[Saved entries]
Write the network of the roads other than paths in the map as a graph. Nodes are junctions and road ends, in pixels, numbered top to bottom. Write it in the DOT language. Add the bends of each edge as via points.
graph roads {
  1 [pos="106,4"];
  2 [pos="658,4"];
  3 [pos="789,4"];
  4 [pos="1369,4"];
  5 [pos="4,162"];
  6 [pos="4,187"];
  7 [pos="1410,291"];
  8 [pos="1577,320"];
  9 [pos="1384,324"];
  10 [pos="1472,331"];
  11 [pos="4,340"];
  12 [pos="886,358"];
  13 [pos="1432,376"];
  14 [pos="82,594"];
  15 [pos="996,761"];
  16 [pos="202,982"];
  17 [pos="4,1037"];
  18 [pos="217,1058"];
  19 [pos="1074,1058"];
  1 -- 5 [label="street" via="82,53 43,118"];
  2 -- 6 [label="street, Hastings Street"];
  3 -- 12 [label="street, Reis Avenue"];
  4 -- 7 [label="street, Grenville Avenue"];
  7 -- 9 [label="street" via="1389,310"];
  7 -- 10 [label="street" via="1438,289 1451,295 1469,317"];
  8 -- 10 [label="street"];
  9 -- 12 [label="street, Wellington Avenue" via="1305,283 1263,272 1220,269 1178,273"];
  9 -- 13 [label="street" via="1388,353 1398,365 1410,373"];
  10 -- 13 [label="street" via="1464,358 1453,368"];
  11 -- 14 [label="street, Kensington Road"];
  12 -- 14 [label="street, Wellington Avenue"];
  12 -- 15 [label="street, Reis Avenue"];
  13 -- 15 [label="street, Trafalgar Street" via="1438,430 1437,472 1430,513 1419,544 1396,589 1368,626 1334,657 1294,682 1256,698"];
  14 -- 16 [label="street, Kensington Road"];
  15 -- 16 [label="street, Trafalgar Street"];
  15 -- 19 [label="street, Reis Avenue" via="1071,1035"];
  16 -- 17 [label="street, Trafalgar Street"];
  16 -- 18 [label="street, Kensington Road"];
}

## What to do
Working from the entries above, filter out every line that lacks "graph" and copy what remains.

## Response to this exercise
Write the network of the roads other than paths in the map as a graph. Nodes are junctions and road ends, in pixels, numbered top to bottom. Write it in the DOT language. Add the bends of each edge as via points.
graph roads {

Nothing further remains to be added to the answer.